STUDY MATERIAL:
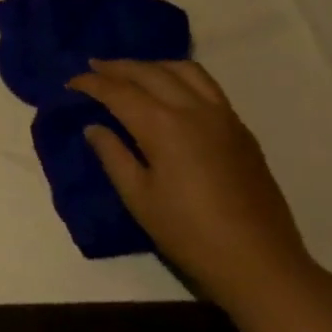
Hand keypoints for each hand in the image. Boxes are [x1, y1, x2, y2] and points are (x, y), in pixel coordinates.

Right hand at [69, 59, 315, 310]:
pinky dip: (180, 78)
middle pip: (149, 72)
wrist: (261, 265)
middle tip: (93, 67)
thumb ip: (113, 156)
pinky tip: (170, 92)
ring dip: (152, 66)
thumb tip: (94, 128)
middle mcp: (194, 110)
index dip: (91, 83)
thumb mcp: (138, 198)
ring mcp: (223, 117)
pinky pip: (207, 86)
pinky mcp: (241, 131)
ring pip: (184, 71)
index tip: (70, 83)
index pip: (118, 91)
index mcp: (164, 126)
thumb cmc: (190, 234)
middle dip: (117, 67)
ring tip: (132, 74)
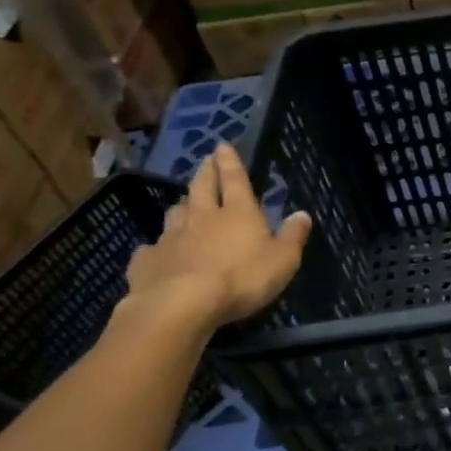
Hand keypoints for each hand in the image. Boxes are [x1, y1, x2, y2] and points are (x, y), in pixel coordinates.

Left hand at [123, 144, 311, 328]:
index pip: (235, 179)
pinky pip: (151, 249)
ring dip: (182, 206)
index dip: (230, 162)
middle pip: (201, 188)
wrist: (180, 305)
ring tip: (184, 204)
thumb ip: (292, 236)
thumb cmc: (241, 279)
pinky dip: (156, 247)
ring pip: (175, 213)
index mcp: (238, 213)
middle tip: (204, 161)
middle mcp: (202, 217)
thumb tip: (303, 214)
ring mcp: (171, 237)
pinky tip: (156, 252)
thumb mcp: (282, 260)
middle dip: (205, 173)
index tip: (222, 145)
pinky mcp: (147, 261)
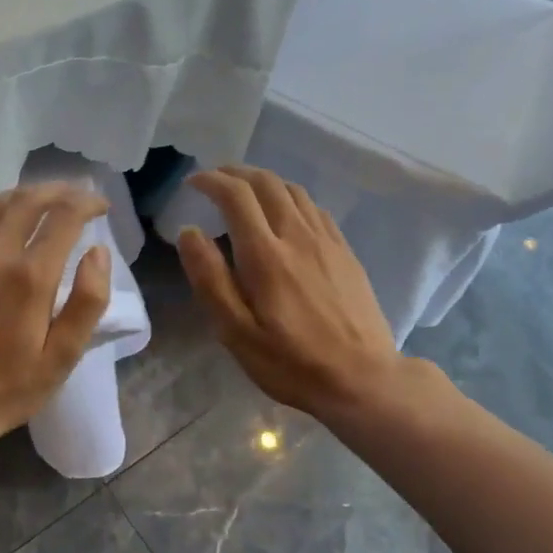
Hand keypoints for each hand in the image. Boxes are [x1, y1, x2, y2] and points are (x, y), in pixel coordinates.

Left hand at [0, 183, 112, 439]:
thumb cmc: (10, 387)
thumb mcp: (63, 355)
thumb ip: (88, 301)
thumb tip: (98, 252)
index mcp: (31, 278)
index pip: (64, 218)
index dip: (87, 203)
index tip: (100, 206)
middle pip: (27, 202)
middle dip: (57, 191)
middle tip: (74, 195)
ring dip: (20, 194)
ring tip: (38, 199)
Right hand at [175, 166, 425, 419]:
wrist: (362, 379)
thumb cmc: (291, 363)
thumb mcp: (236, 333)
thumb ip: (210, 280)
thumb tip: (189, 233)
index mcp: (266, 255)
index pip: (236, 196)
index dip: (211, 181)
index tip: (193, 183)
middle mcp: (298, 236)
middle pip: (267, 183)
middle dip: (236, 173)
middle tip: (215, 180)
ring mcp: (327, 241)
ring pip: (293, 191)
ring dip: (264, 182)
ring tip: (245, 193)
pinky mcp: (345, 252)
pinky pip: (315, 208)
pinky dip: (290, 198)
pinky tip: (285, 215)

WORK ORDER: "pinky mcp: (241, 131)" marks the first line to copy, and "ring mcp: (327, 241)" marks the last. Repeat that stretch above exactly, with no pictures.

WRITTEN ANSWER:
pinky mcp: (241, 131)
ring pip: (184, 71)
index tip: (70, 83)
index pip: (118, 91)
index mcp: (164, 126)
thumb cmc: (190, 234)
middle dip: (117, 67)
ring tip: (132, 74)
Hand keypoints for each hand in the image. Boxes are [x1, y1, x2, y2] and points are (x, y), in pixel coordinates.

Left hand at [123, 144, 311, 328]:
index pip: (235, 179)
pinky pip: (151, 249)
ring dip: (182, 206)
index dip: (230, 162)
middle pip: (201, 188)
wrist: (180, 305)
ring tip: (184, 204)
thumb ip: (292, 236)
thumb cmc: (241, 279)
pinky dip: (156, 247)
ring pip: (175, 213)
index mcp: (238, 213)
middle tip: (204, 161)
middle mcp: (202, 217)
thumb tip: (303, 214)
ring mcp: (171, 237)
pinky tip: (156, 252)
thumb mcp: (282, 260)
middle dip: (205, 173)
index tip: (222, 145)
pinky mcp: (147, 261)
Hand keypoints for each hand in the image. Boxes are [x1, y1, x2, y2] and points are (x, y), in pixel coordinates.

Left hand at [0, 183, 112, 439]:
thumb cmc: (10, 387)
thumb mcp: (63, 355)
thumb ip: (88, 301)
thumb tip: (98, 252)
index mcp: (31, 278)
index pip: (64, 218)
index dip: (87, 203)
index tip: (100, 206)
middle pip: (27, 202)
middle dip: (57, 191)
middle tip: (74, 195)
ring dip: (20, 194)
ring tip: (38, 199)
Right hand at [175, 166, 425, 419]:
wrist: (362, 379)
thumb cmc: (291, 363)
thumb mcp: (236, 333)
thumb ip: (210, 280)
thumb tip: (189, 233)
index mcp: (266, 255)
index pip: (236, 196)
index dip: (211, 181)
index tip: (193, 183)
middle mcp: (298, 236)
middle pip: (267, 183)
middle dip: (236, 173)
middle tip: (215, 180)
ring mcp: (327, 241)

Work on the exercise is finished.